Wyoming Utilities Diverge In Response To Climate Change

May 7, 2014

The Jim Bridger Power Plant, one of Rocky Mountain Power's generation sources.
The Jim Bridger Power Plant, one of Rocky Mountain Power's generation sources.

The National Climate Assessment says Wyoming’s energy sector could find itself squeezed for water in the future. Both energy production and generation consume large amounts of water, but changes in precipitation patterns mean there will be less of it to go around. The report points out that across the nation, water shortages already threaten power generation for more than a million homes. That's expected to increase.

Rocky Mountain Power’s Jeff Hymas says climate change is definitely something the utility takes into account when planning for the future.
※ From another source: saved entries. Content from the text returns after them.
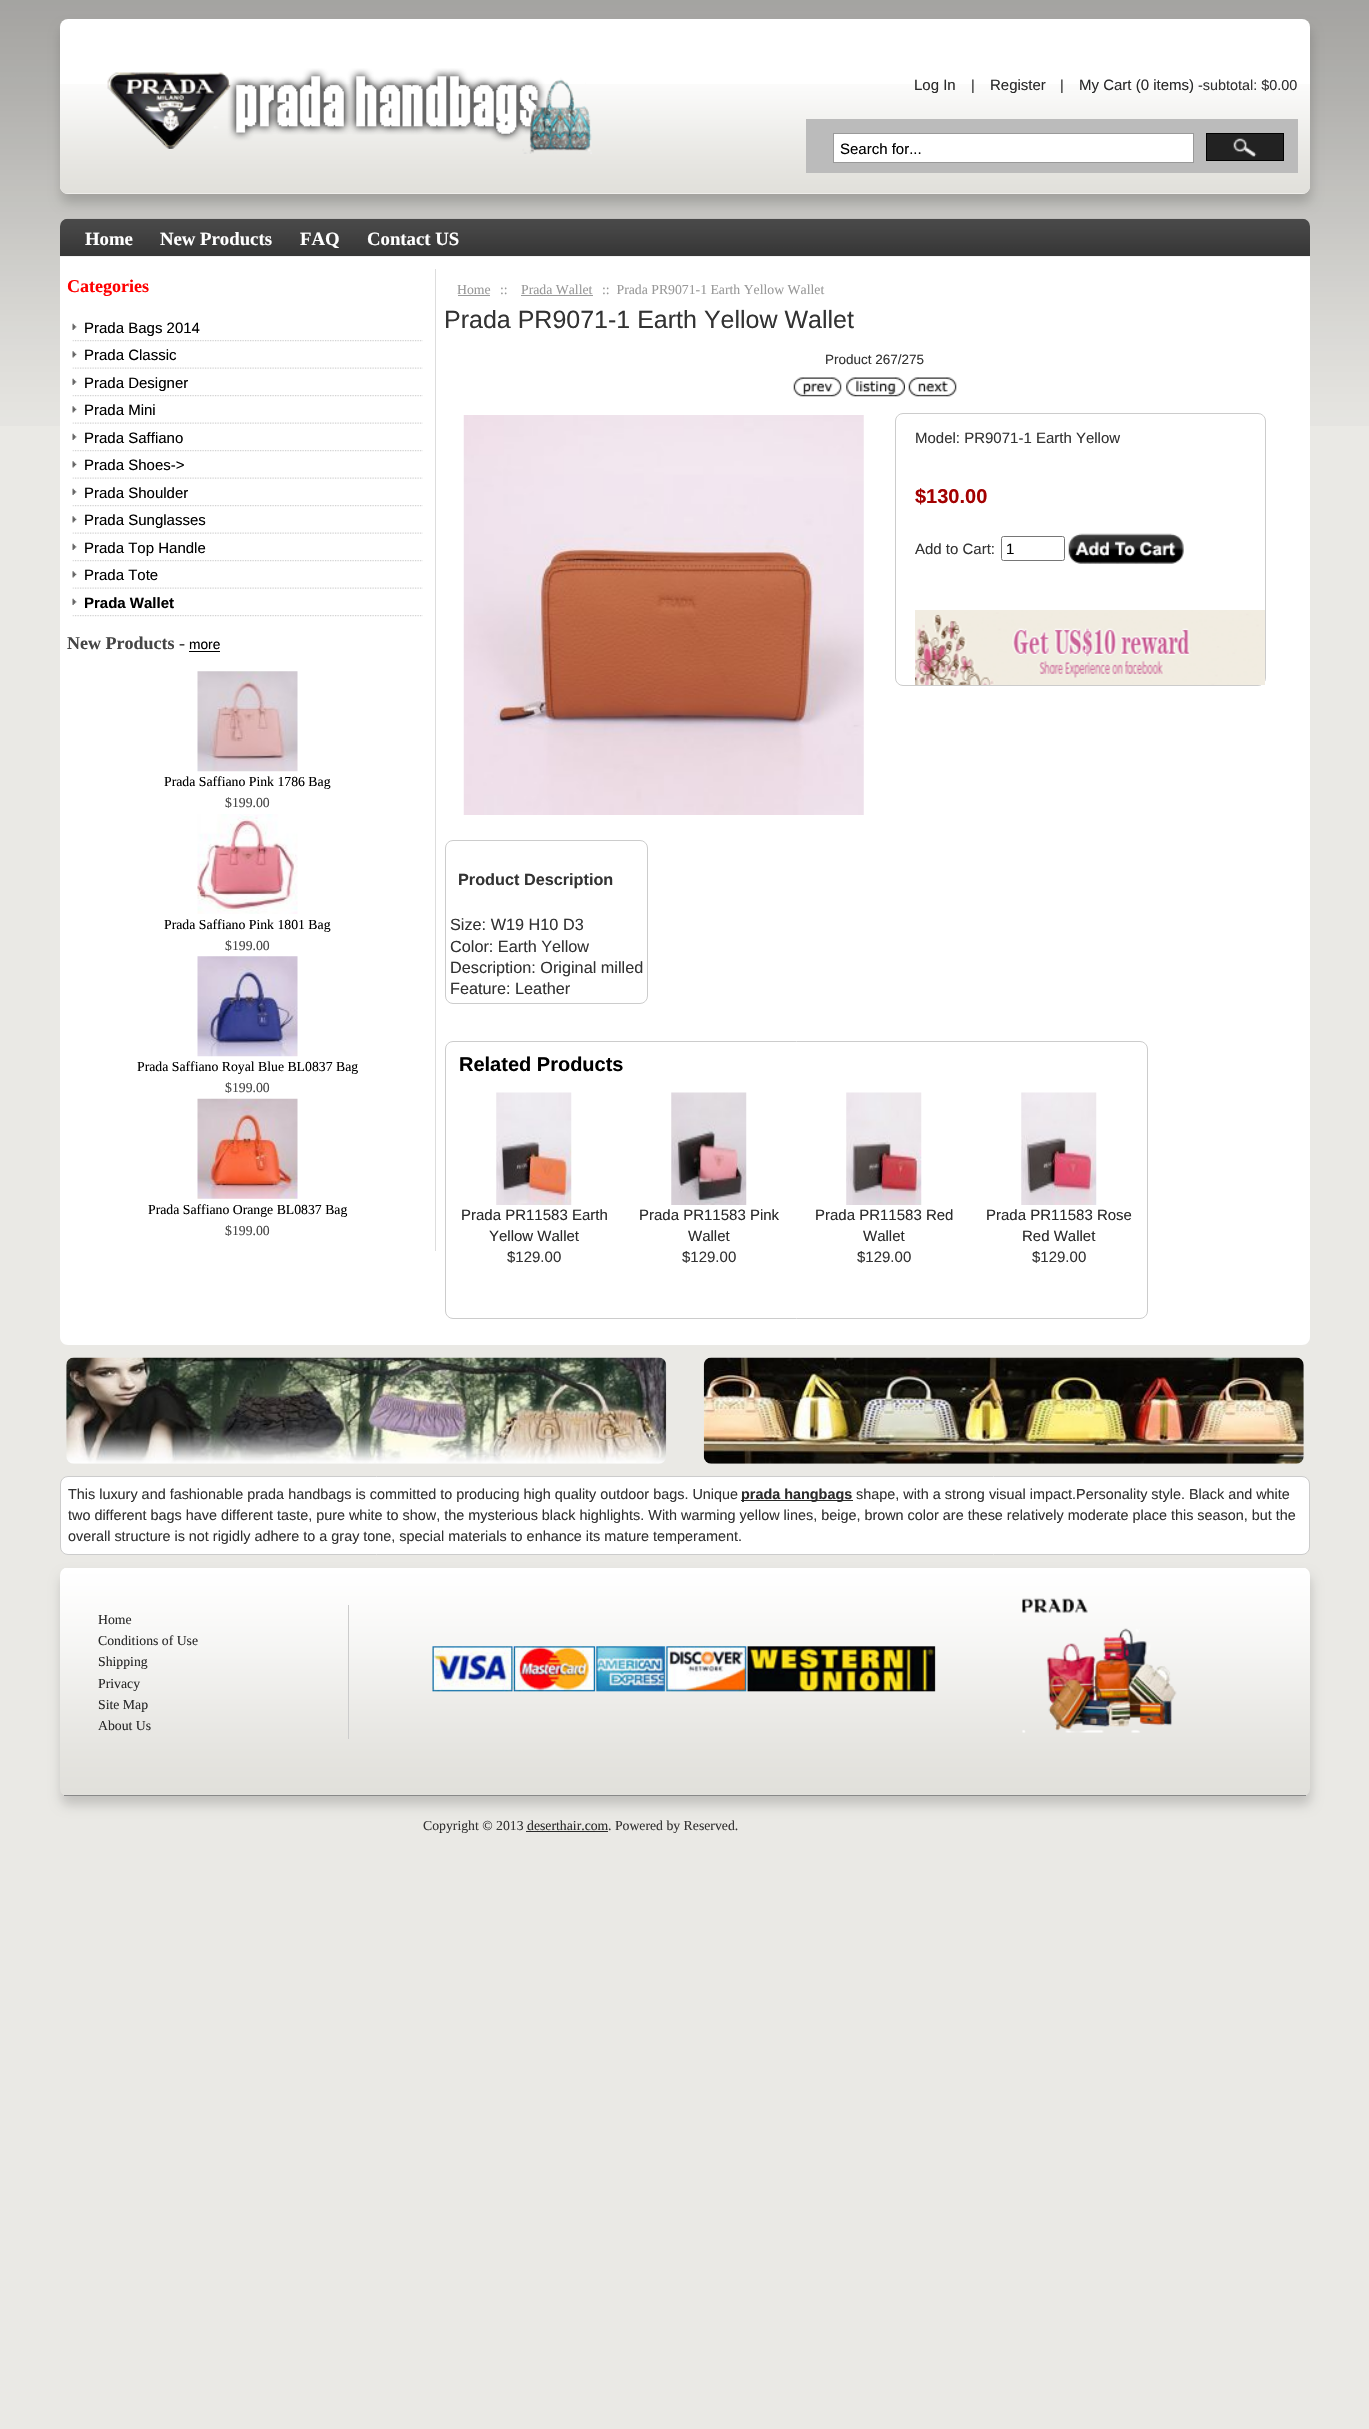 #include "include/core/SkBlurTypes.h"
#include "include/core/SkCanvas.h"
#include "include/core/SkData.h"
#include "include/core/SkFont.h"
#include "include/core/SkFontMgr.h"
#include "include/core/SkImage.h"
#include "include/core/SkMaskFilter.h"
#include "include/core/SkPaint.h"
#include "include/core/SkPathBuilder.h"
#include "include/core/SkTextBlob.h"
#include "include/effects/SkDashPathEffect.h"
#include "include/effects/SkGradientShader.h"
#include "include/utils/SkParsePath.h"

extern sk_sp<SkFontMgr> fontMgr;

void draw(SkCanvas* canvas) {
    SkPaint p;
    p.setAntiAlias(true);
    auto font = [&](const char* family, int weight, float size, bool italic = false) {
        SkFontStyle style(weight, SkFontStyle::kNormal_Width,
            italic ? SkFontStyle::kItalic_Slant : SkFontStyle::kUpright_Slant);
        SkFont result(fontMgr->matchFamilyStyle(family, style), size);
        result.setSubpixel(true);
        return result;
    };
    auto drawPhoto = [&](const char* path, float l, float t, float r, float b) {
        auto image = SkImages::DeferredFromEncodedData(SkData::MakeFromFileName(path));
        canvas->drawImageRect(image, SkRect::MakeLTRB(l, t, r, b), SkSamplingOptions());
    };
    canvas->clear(0xFFEAE9E5);
    drawPhoto("media/1.png", 0, 0, 1369, 426);
    p.setColor(0x2B000000);
    p.setMaskFilter(SkMaskFilter::MakeBlur(kNormal_SkBlurStyle, 6));
    canvas->drawRoundRect(SkRect::MakeLTRB(61, 28, 1311, 203), 8, 8, p);
    p.setMaskFilter(nullptr);
    p.setColor(0xFFFFFFFF);
    canvas->drawRoundRect(SkRect::MakeLTRB(60, 19, 1310, 194), 8, 8, p);
    drawPhoto("media/2.png", 60, 84, 1310, 194);
    drawPhoto("media/3.png", 107, 68, 592, 154);
    auto font1 = font("Liberation Sans", 400, 15);
    p.setColor(0xFF2B2B2B);
    canvas->drawString("Log In", 914, 90, font1, p);
    auto font2 = font("Liberation Sans", 400, 14.4f);
    p.setColor(0xFF333333);
    canvas->drawString("|", 971, 90, font2, p);
    p.setColor(0xFF2B2B2B);
    canvas->drawString("Register", 990, 90, font1, p);
    p.setColor(0xFF333333);
    canvas->drawString("|", 1060, 90, font2, p);
    p.setColor(0xFF2B2B2B);
    canvas->drawString("My Cart (0 items)", 1079, 90, font1, p);
    p.setColor(0xFF333333);
    canvas->drawString("-subtotal: $0.00", 1198, 90, font2, p);
    p.setColor(0xFFBBBBBB);
    canvas->drawRect(SkRect::MakeLTRB(806, 119, 1298, 173), p);
    p.setColor(0xFFFFFFFF);
    canvas->drawRect(SkRect::MakeLTRB(833.5f, 133.5f, 1193.5f, 162.5f), p);
    p.setStyle(SkPaint::kStroke_Style);
    p.setStrokeWidth(1);
    p.setColor(0xFF999999);
    canvas->drawRect(SkRect::MakeLTRB(833.5f, 133.5f, 1193.5f, 162.5f), p);
    p.setStyle(SkPaint::kFill_Style);
    p.setColor(0xFF000000);
    canvas->drawString("Search for...", 840, 154, font1, p);
    p.setColor(0xFF222222);
    canvas->drawRect(SkRect::MakeLTRB(1206.5f, 133.5f, 1283.5f, 160.5f), p);
    p.setStyle(SkPaint::kStroke_Style);
    p.setColor(0xFF000000);
    canvas->drawRect(SkRect::MakeLTRB(1206.5f, 133.5f, 1283.5f, 160.5f), p);
    drawPhoto("media/4.png", 1233, 138, 1257, 157);
    p.setStyle(SkPaint::kFill_Style);
    p.setColor(0xFFFFFFFF);
    canvas->drawPath(SkPathBuilder().moveTo(60, 256).lineTo(1310, 256).lineTo(1310, 1337).cubicTo(1310, 1341.5f, 1306.5f, 1345, 1302, 1345).lineTo(68, 1345).cubicTo(63.5f, 1345, 60, 1341.5f, 60, 1337).close().detach(), p);
    drawPhoto("media/5.png", 60, 218, 1310, 257);
    auto font3 = font("Liberation Serif", 700, 18.75f);
    {
        const struct { const char* s; float x, y; } items[] = {
            {"Home", 85, 245},
            {"New Products", 160, 245},
            {"FAQ", 300, 245},
            {"Contact US", 367, 245},
        };
        for (auto [s, x, y] : items) {
            canvas->drawString(s, x, y, font3, p);
        }
    }
    p.setColor(0xFFDDDDDD);
    canvas->drawRect(SkRect::MakeLTRB(435, 269, 436, 1251), p);
    auto font4 = font("Liberation Serif", 700, 18);
    p.setColor(0xFFFF0000);
    canvas->drawString("Categories", 67, 292, font4, p);
    drawPhoto("media/6.png", 72, 340, 423, 342);
    drawPhoto("media/7.png", 72, 323, 77, 330);
    p.setColor(0xFF000000);
    canvas->drawString("Prada Bags 2014", 84, 333, font1, p);
    drawPhoto("media/8.png", 72, 367, 423, 369);
    drawPhoto("media/9.png", 72, 351, 77, 358);
    canvas->drawString("Prada Classic", 84, 360, font1, p);
    drawPhoto("media/6.png", 72, 395, 423, 397);
    drawPhoto("media/7.png", 72, 378, 77, 385);
    canvas->drawString("Prada Designer", 84, 388, font1, p);
    drawPhoto("media/8.png", 72, 422, 423, 424);
    drawPhoto("media/9.png", 72, 406, 77, 413);
    canvas->drawString("Prada Mini", 84, 415, font1, p);
    drawPhoto("media/6.png", 72, 450, 423, 452);
    drawPhoto("media/7.png", 72, 433, 77, 440);
    canvas->drawString("Prada Saffiano", 84, 443, font1, p);
    drawPhoto("media/8.png", 72, 477, 423, 479);
    drawPhoto("media/9.png", 72, 461, 77, 468);
    canvas->drawString("Prada Shoes->", 84, 470, font1, p);
    drawPhoto("media/6.png", 72, 505, 423, 507);
    drawPhoto("media/7.png", 72, 488, 77, 495);
    canvas->drawString("Prada Shoulder", 84, 498, font1, p);
    drawPhoto("media/8.png", 72, 532, 423, 534);
    drawPhoto("media/9.png", 72, 516, 77, 523);
    canvas->drawString("Prada Sunglasses", 84, 525, font1, p);
    drawPhoto("media/6.png", 72, 560, 423, 562);
    drawPhoto("media/7.png", 72, 543, 77, 550);
    canvas->drawString("Prada Top Handle", 84, 553, font1, p);
    drawPhoto("media/8.png", 72, 587, 423, 589);
    drawPhoto("media/9.png", 72, 571, 77, 578);
    canvas->drawString("Prada Tote", 84, 580, font1, p);
    drawPhoto("media/6.png", 72, 615, 423, 617);
    drawPhoto("media/7.png", 72, 598, 77, 605);
    auto font5 = font("Liberation Sans", 700, 15);
    canvas->drawString("Prada Wallet", 84, 608, font5, p);
    p.setColor(0xFF454545);
    canvas->drawString("New Products -", 67, 649, font4, p);
    auto font6 = font("Liberation Sans", 400, 13.75f);
    p.setColor(0xFF000000);
    canvas->drawString("more", 189, 649, font6, p);
    canvas->drawRect(SkRect::MakeLTRB(189, 651, 220, 652), p);
    drawPhoto("media/10.png", 197, 671, 298, 772);
    auto font7 = font("Liberation Serif", 400, 13.75f);
    canvas->drawString("Prada Saffiano Pink 1786 Bag", 164, 786, font7, p);
    p.setColor(0xFF454545);
    canvas->drawString("$199.00", 225, 807, font7, p);
    drawPhoto("media/11.png", 197, 814, 298, 914);
    p.setColor(0xFF000000);
    canvas->drawString("Prada Saffiano Pink 1801 Bag", 164, 929, font7, p);
    p.setColor(0xFF454545);
    canvas->drawString("$199.00", 225, 950, font7, p);
    drawPhoto("media/12.png", 197, 956, 298, 1057);
    p.setColor(0xFF000000);
    canvas->drawString("Prada Saffiano Royal Blue BL0837 Bag", 137, 1071, font7, p);
    p.setColor(0xFF454545);
    canvas->drawString("$199.00", 225, 1092, font7, p);
    drawPhoto("media/13.png", 197, 1098, 298, 1199);
    p.setColor(0xFF000000);
    canvas->drawString("Prada Saffiano Orange BL0837 Bag", 148, 1214, font7, p);
    p.setColor(0xFF454545);
    canvas->drawString("$199.00", 225, 1235, font7, p);
    p.setColor(0xFF999999);
    canvas->drawString("Home", 457, 294, font7, p);
    canvas->drawRect(SkRect::MakeLTRB(458, 295, 490, 296), p);
    canvas->drawString("::", 500, 294, font7, p);
    canvas->drawString("Prada Wallet", 521, 294, font7, p);
    canvas->drawRect(SkRect::MakeLTRB(521, 295, 593, 296), p);
    canvas->drawString("::  Prada PR9071-1 Earth Yellow Wallet", 602, 294, font7, p);
    auto font8 = font("Liberation Sans", 400, 25);
    p.setColor(0xFF333333);
    canvas->drawString("Prada PR9071-1 Earth Yellow Wallet", 444, 328, font8, p);
    auto font9 = font("Liberation Sans", 400, 13.5f);
    canvas->drawString("Product 267/275", 825, 364, font9, p);
    drawPhoto("media/14.png", 793, 377, 842, 397);
    drawPhoto("media/15.png", 846, 377, 905, 397);
    drawPhoto("media/16.png", 908, 377, 957, 397);
    drawPhoto("media/17.png", 463, 415, 864, 815);
    p.setStyle(SkPaint::kStroke_Style);
    p.setColor(0xFFCCCCCC);
    canvas->drawRoundRect(SkRect::MakeLTRB(895.5f, 413.5f, 1265.5f, 685.5f), 7.5f, 7.5f, p);
    p.setStyle(SkPaint::kFill_Style);
    p.setColor(0xFF333333);
    canvas->drawString("Model: PR9071-1 Earth Yellow", 915, 443, font1, p);
    auto font10 = font("Liberation Sans", 700, 20);
    p.setColor(0xFFA30101);
    canvas->drawString("$130.00", 915, 503, font10, p);
    p.setColor(0xFF333333);
    canvas->drawString("Add to Cart:", 915, 554, font1, p);
    p.setStyle(SkPaint::kStroke_Style);
    p.setColor(0xFF767676);
    canvas->drawRoundRect(SkRect::MakeLTRB(1001.5f, 536.5f, 1064.5f, 560.5f), 2, 2, p);
    p.setStyle(SkPaint::kFill_Style);
    p.setColor(0xFF000000);
    canvas->drawString("1", 1006, 554, font1, p);
    drawPhoto("media/18.png", 1068, 533, 1184, 564);
    drawPhoto("media/19.png", 915, 610, 1265, 685);
    p.setStyle(SkPaint::kStroke_Style);
    p.setColor(0xFFCCCCCC);
    canvas->drawRoundRect(SkRect::MakeLTRB(445.5f, 840.5f, 647.5f, 1003.5f), 7.5f, 7.5f, p);
    auto font11 = font("Liberation Sans", 700, 16.25f);
    p.setStyle(SkPaint::kFill_Style);
    p.setColor(0xFF333333);
    canvas->drawString("Product Description", 458, 885, font11, p);
    auto font12 = font("Liberation Sans", 400, 16.25f);
    {
        const struct { const char* s; float x, y; } items[] = {
            {"Size: W19 H10 D3", 450, 930},
            {"Color: Earth Yellow", 450, 952},
            {"Description: Original milled", 450, 973},
            {"Feature: Leather", 450, 994},
        };
        for (auto [s, x, y] : items) {
            canvas->drawString(s, x, y, font12, p);
        }
    }
    p.setStyle(SkPaint::kStroke_Style);
    p.setColor(0xFFCCCCCC);
    canvas->drawRoundRect(SkRect::MakeLTRB(445.5f, 1041.5f, 1147.5f, 1318.5f), 7.5f, 7.5f, p);
    p.setStyle(SkPaint::kFill_Style);
    p.setColor(0xFF000000);
    canvas->drawString("Related Products", 459, 1071, font10, p);
    drawPhoto("media/20.png", 496, 1092, 572, 1205);
    p.setColor(0xFF2B2B2B);
    canvas->drawString("Prada PR11583 Earth", 461, 1220, font1, p);
    canvas->drawString("Yellow Wallet", 489, 1241, font1, p);
    p.setColor(0xFF333333);
    canvas->drawString("$129.00", 507, 1262, font1, p);
    drawPhoto("media/21.png", 671, 1092, 747, 1205);
    p.setColor(0xFF2B2B2B);
    canvas->drawString("Prada PR11583 Pink", 639, 1220, font1, p);
    canvas->drawString("Wallet", 688, 1241, font1, p);
    p.setColor(0xFF333333);
    canvas->drawString("$129.00", 682, 1262, font1, p);
    drawPhoto("media/22.png", 846, 1092, 922, 1205);
    p.setColor(0xFF2B2B2B);
    canvas->drawString("Prada PR11583 Red", 815, 1220, font1, p);
    canvas->drawString("Wallet", 863, 1241, font1, p);
    p.setColor(0xFF333333);
    canvas->drawString("$129.00", 857, 1262, font1, p);
    drawPhoto("media/23.png", 1021, 1092, 1097, 1205);
    p.setColor(0xFF2B2B2B);
    canvas->drawString("Prada PR11583 Rose", 986, 1220, font1, p);
    canvas->drawString("Red Wallet", 1022, 1241, font1, p);
    p.setColor(0xFF333333);
    canvas->drawString("$129.00", 1032, 1262, font1, p);
    drawPhoto("media/24.png", 66, 1357, 667, 1464);
    drawPhoto("media/25.png", 703, 1357, 1304, 1464);
    p.setColor(0xFFFFFFFF);
    canvas->drawRoundRect(SkRect::MakeLTRB(60.5f, 1476.5f, 1309.5f, 1554.5f), 7.5f, 7.5f, p);
    p.setStyle(SkPaint::kStroke_Style);
    p.setColor(0xFFCCCCCC);
    canvas->drawRoundRect(SkRect::MakeLTRB(60.5f, 1476.5f, 1309.5f, 1554.5f), 7.5f, 7.5f, p);
    p.setStyle(SkPaint::kFill_Style);
    p.setColor(0xFF333333);
    canvas->drawString("This luxury and fashionable prada handbags is committed to producing high quality outdoor bags. Unique", 68, 1499, font2, p);
    p.setColor(0xFF2B2B2B);
    canvas->drawRect(SkRect::MakeLTRB(741, 1500, 853, 1501), p);
    auto font13 = font("Liberation Sans", 700, 14.4f);
    canvas->drawString("prada hangbags", 741, 1499, font13, p);
    p.setColor(0xFF333333);
    {
        const struct { const char* s; float x, y; } items[] = {
            {"shape, with a strong visual impact.Personality style. Black and white", 856, 1499},
            {"two different bags have different taste, pure white to show, the mysterious black highlights. With warming yellow lines, beige, brown color are these relatively moderate place this season, but the", 68, 1520},
            {"overall structure is not rigidly adhere to a gray tone, special materials to enhance its mature temperament.", 68, 1541},
        };
        for (auto [s, x, y] : items) {
            canvas->drawString(s, x, y, font2, p);
        }
    }
    p.setColor(0x2B000000);
    p.setMaskFilter(SkMaskFilter::MakeBlur(kNormal_SkBlurStyle, 6));
    canvas->drawRoundRect(SkRect::MakeLTRB(61, 1576, 1311, 1805), 8, 8, p);
    p.setMaskFilter(nullptr);
    drawPhoto("media/26.png", 60, 1568, 1310, 1796);
    p.setColor(0xFF888888);
    canvas->drawRect(SkRect::MakeLTRB(64, 1795, 1306, 1796), p);
    p.setColor(0xFFCCCCCC);
    canvas->drawRect(SkRect::MakeLTRB(348, 1605, 349, 1739), p);
    p.setColor(0xFF2B2B2B);
    {
        const struct { const char* s; float x, y; } items[] = {
            {"Home", 98, 1624},
            {"Conditions of Use", 98, 1645},
            {"Shipping", 98, 1666},
            {"Privacy", 98, 1688},
            {"Site Map", 98, 1709},
            {"About Us", 98, 1730},
        };
        for (auto [s, x, y] : items) {
            canvas->drawString(s, x, y, font7, p);
        }
    }
    drawPhoto("media/27.png", 432, 1646, 936, 1692);
    drawPhoto("media/28.png", 1022, 1598, 1177, 1733);
    p.setColor(0xFF333333);
    canvas->drawString("Copyright © 2013", 423, 1830, font7, p);
    p.setColor(0xFF2B2B2B);
    canvas->drawString("deserthair.com", 527, 1830, font7, p);
    canvas->drawRect(SkRect::MakeLTRB(526, 1831, 608, 1832), p);
    p.setColor(0xFF333333);
    canvas->drawString(". Powered by Reserved.", 608, 1830, font7, p);
}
“One of the things that we’ve done to really make sure we’re well-positioned to meet concerns of climate change, is in our planning process, to make sure we don’t have all of our eggs in one basket, that we have a diverse resource mix,” Hymas says.

But other Wyoming utilities are unconcerned. Shawn Taylor, with the Wyoming Rural Electric Association, says some cooperative members don’t see the science as settled on climate change and that as a result, it would be premature to make plans for dealing with it.

“It’s not really part of the focus except when it comes to policies and regulations that are passed under the guise of climate change, and then we have to deal with those,” Taylor says.

Taylor says the cooperatives have encountered drought and extreme weather in the past, and that they’ll continue to prepare for those events, but not as part of a climate change strategy.

Both utilities say climate change regulations, like a rule due out in June about greenhouse gas emissions from coal-fired power plants, will have a big impact on both utilities and consumers.